- [TASK STATEMENT]: Write out the entries verbatim and leave the images out of the copy.

Collected data entries
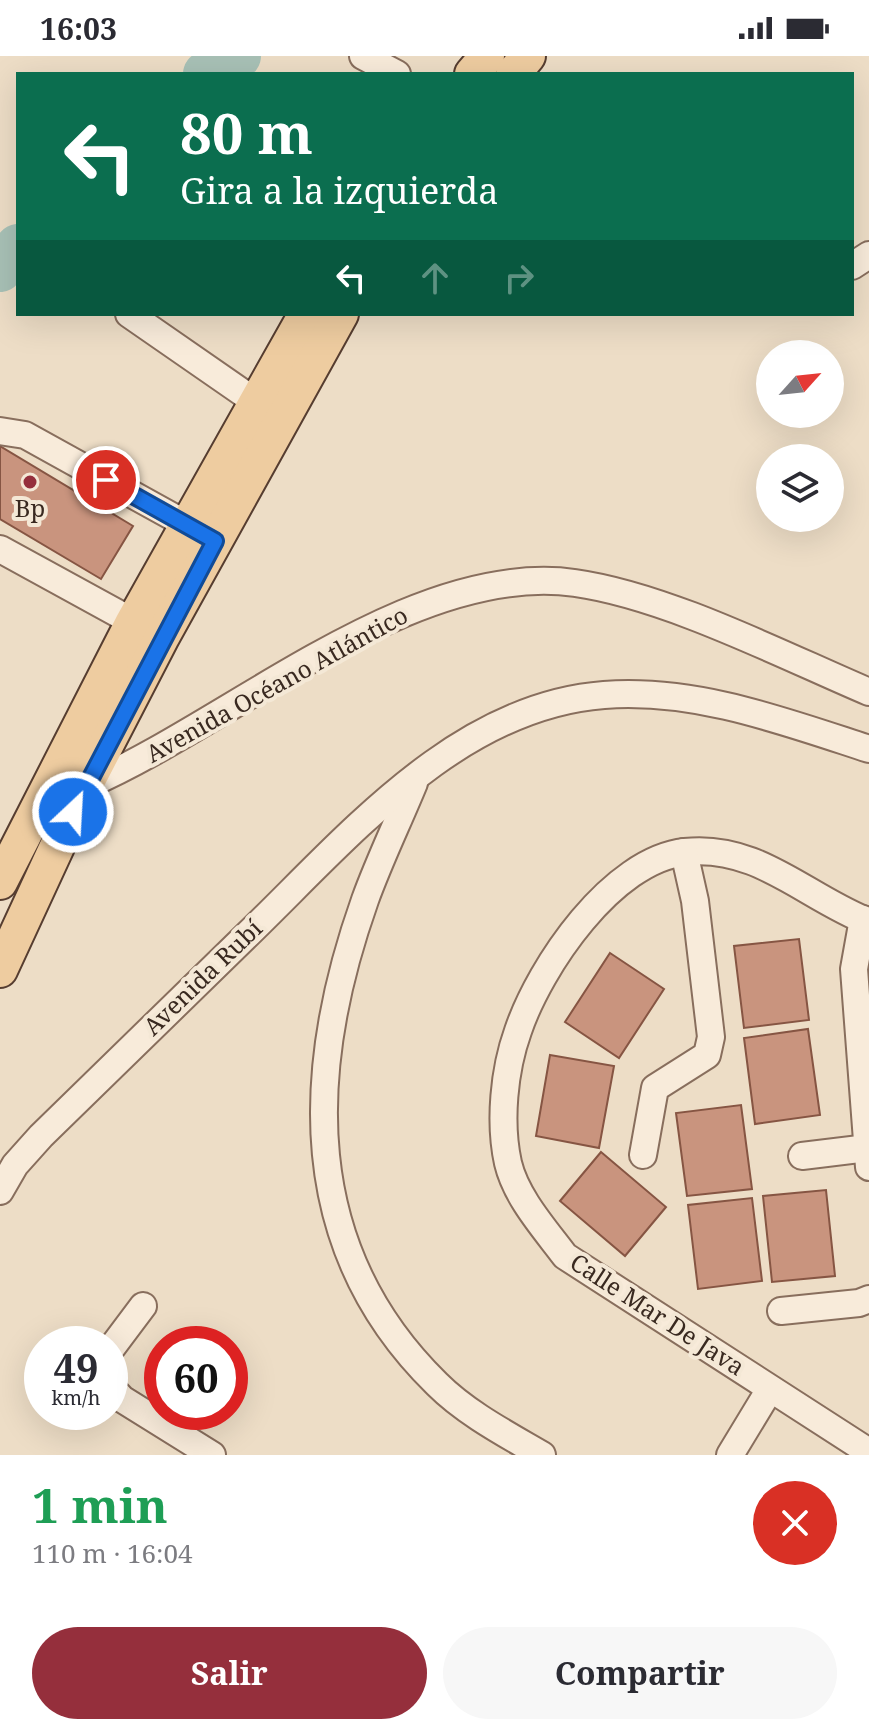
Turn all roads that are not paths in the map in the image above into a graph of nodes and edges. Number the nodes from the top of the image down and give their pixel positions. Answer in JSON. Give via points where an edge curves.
{"nodes":[{"id":1,"x":363,"y":56,"type":"edge"},
{"id":2,"x":487,"y":56,"type":"edge"},
{"id":3,"x":528,"y":56,"type":"edge"},
{"id":4,"x":393,"y":72,"type":"edge"},
{"id":5,"x":474,"y":72,"type":"edge"},
{"id":6,"x":515,"y":72,"type":"edge"},
{"id":7,"x":132,"y":316,"type":"edge"},
{"id":8,"x":305,"y":316,"type":"edge"},
{"id":9,"x":340,"y":316,"type":"edge"},
{"id":10,"x":256,"y":402,"type":"junction"},
{"id":11,"x":0,"y":431,"type":"edge"},
{"id":12,"x":201,"y":533,"type":"junction"},
{"id":13,"x":0,"y":549,"type":"edge"},
{"id":14,"x":147,"y":630,"type":"junction"},
{"id":15,"x":869,"y":692,"type":"edge"},
{"id":16,"x":869,"y":749,"type":"edge"},
{"id":17,"x":53,"y":776,"type":"junction"},
{"id":18,"x":417,"y":776,"type":"junction"},
{"id":19,"x":85,"y":786,"type":"junction"},
{"id":20,"x":684,"y":852,"type":"junction"},
{"id":21,"x":0,"y":882,"type":"edge"},
{"id":22,"x":866,"y":920,"type":"edge"},
{"id":23,"x":0,"y":970,"type":"edge"},
{"id":24,"x":643,"y":1155,"type":"dead end"},
{"id":25,"x":802,"y":1156,"type":"dead end"},
{"id":26,"x":868,"y":1157,"type":"edge"},
{"id":27,"x":0,"y":1191,"type":"edge"},
{"id":28,"x":869,"y":1299,"type":"edge"},
{"id":29,"x":143,"y":1306,"type":"dead end"},
{"id":30,"x":781,"y":1311,"type":"dead end"},
{"id":31,"x":128,"y":1326,"type":"edge"},
{"id":32,"x":770,"y":1389,"type":"junction"},
{"id":33,"x":128,"y":1403,"type":"edge"},
{"id":34,"x":869,"y":1452,"type":"edge"},
{"id":35,"x":212,"y":1455,"type":"edge"},
{"id":36,"x":542,"y":1455,"type":"edge"},
{"id":37,"x":730,"y":1455,"type":"edge"}],
"edges":[{"from":1,"to":4,"type":"street"},
{"from":2,"to":5,"type":"main road"},
{"from":3,"to":6,"type":"main road"},
{"from":7,"to":10,"type":"street"},
{"from":8,"to":10,"type":"main road"},
{"from":9,"to":12,"type":"main road"},
{"from":10,"to":12,"type":"main road"},
{"from":11,"to":12,"type":"street","via":[[25,435]]},
{"from":12,"to":14,"type":"main road"},
{"from":13,"to":14,"type":"street"},
{"from":14,"to":17,"type":"main road"},
{"from":14,"to":19,"type":"main road"},
{"from":15,"to":19,"type":"street","name":"Avenida Océano Atlántico","via":[[615,591],[572,582],[523,583],[462,592],[407,611]]},
{"from":16,"to":18,"type":"street","name":"Avenida Rubí","via":[[703,701],[658,694],[601,695],[498,725]]},
{"from":17,"to":19,"type":"street"},
{"from":17,"to":21,"type":"main road"},
{"from":18,"to":27,"type":"street","name":"Avenida Rubí","via":[[41,1136]]},
{"from":18,"to":36,"type":"street","via":[[346,958],[324,1095],[324,1161],[339,1230],[362,1283],[400,1342],[438,1386]]},
{"from":19,"to":23,"type":"main road"},
{"from":20,"to":22,"type":"street","name":"Calle Mar De Java","via":[[744,856]]},
{"from":20,"to":24,"type":"street","via":[[711,1037],[707,1055],[655,1088]]},
{"from":20,"to":32,"type":"street","name":"Calle Mar De Java","via":[[638,869],[610,891],[553,959],[518,1029],[508,1068],[508,1164],[533,1215],[565,1256]]},
{"from":22,"to":26,"type":"street","via":[[854,969]]},
{"from":25,"to":26,"type":"street"},
{"from":28,"to":30,"type":"street"},
{"from":29,"to":31,"type":"street"},
{"from":32,"to":34,"type":"street","name":"Calle Mar De Java"},
{"from":32,"to":37,"type":"street","name":"Calle Mar De Java"},
{"from":33,"to":35,"type":"street"}]}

- [ANSWER TO THE EXERCISE]:
Turn all roads that are not paths in the map in the image above into a graph of nodes and edges. Number the nodes from the top of the image down and give their pixel positions. Answer in JSON. Give via points where an edge curves.
{"nodes":[{"id":1,"x":363,"y":56,"type":"edge"},
{"id":2,"x":487,"y":56,"type":"edge"},
{"id":3,"x":528,"y":56,"type":"edge"},
{"id":4,"x":393,"y":72,"type":"edge"},
{"id":5,"x":474,"y":72,"type":"edge"},
{"id":6,"x":515,"y":72,"type":"edge"},
{"id":7,"x":132,"y":316,"type":"edge"},
{"id":8,"x":305,"y":316,"type":"edge"},
{"id":9,"x":340,"y":316,"type":"edge"},
{"id":10,"x":256,"y":402,"type":"junction"},
{"id":11,"x":0,"y":431,"type":"edge"},
{"id":12,"x":201,"y":533,"type":"junction"},
{"id":13,"x":0,"y":549,"type":"edge"},
{"id":14,"x":147,"y":630,"type":"junction"},
{"id":15,"x":869,"y":692,"type":"edge"},
{"id":16,"x":869,"y":749,"type":"edge"},
{"id":17,"x":53,"y":776,"type":"junction"},
{"id":18,"x":417,"y":776,"type":"junction"},
{"id":19,"x":85,"y":786,"type":"junction"},
{"id":20,"x":684,"y":852,"type":"junction"},
{"id":21,"x":0,"y":882,"type":"edge"},
{"id":22,"x":866,"y":920,"type":"edge"},
{"id":23,"x":0,"y":970,"type":"edge"},
{"id":24,"x":643,"y":1155,"type":"dead end"},
{"id":25,"x":802,"y":1156,"type":"dead end"},
{"id":26,"x":868,"y":1157,"type":"edge"},
{"id":27,"x":0,"y":1191,"type":"edge"},
{"id":28,"x":869,"y":1299,"type":"edge"},
{"id":29,"x":143,"y":1306,"type":"dead end"},
{"id":30,"x":781,"y":1311,"type":"dead end"},
{"id":31,"x":128,"y":1326,"type":"edge"},
{"id":32,"x":770,"y":1389,"type":"junction"},
{"id":33,"x":128,"y":1403,"type":"edge"},
{"id":34,"x":869,"y":1452,"type":"edge"},
{"id":35,"x":212,"y":1455,"type":"edge"},
{"id":36,"x":542,"y":1455,"type":"edge"},
{"id":37,"x":730,"y":1455,"type":"edge"}],
"edges":[{"from":1,"to":4,"type":"street"},
{"from":2,"to":5,"type":"main road"},
{"from":3,"to":6,"type":"main road"},
{"from":7,"to":10,"type":"street"},
{"from":8,"to":10,"type":"main road"},
{"from":9,"to":12,"type":"main road"},
{"from":10,"to":12,"type":"main road"},
{"from":11,"to":12,"type":"street","via":[[25,435]]},
{"from":12,"to":14,"type":"main road"},
{"from":13,"to":14,"type":"street"},
{"from":14,"to":17,"type":"main road"},
{"from":14,"to":19,"type":"main road"},
{"from":15,"to":19,"type":"street","name":"Avenida Océano Atlántico","via":[[615,591],[572,582],[523,583],[462,592],[407,611]]},
{"from":16,"to":18,"type":"street","name":"Avenida Rubí","via":[[703,701],[658,694],[601,695],[498,725]]},
{"from":17,"to":19,"type":"street"},
{"from":17,"to":21,"type":"main road"},
{"from":18,"to":27,"type":"street","name":"Avenida Rubí","via":[[41,1136]]},
{"from":18,"to":36,"type":"street","via":[[346,958],[324,1095],[324,1161],[339,1230],[362,1283],[400,1342],[438,1386]]},
{"from":19,"to":23,"type":"main road"},
{"from":20,"to":22,"type":"street","name":"Calle Mar De Java","via":[[744,856]]},
{"from":20,"to":24,"type":"street","via":[[711,1037],[707,1055],[655,1088]]},
{"from":20,"to":32,"type":"street","name":"Calle Mar De Java","via":[[638,869],[610,891],[553,959],[518,1029],[508,1068],[508,1164],[533,1215],[565,1256]]},
{"from":22,"to":26,"type":"street","via":[[854,969]]},
{"from":25,"to":26,"type":"street"},
{"from":28,"to":30,"type":"street"},
{"from":29,"to":31,"type":"street"},
{"from":32,"to":34,"type":"street","name":"Calle Mar De Java"},
{"from":32,"to":37,"type":"street","name":"Calle Mar De Java"},
{"from":33,"to":35,"type":"street"}]}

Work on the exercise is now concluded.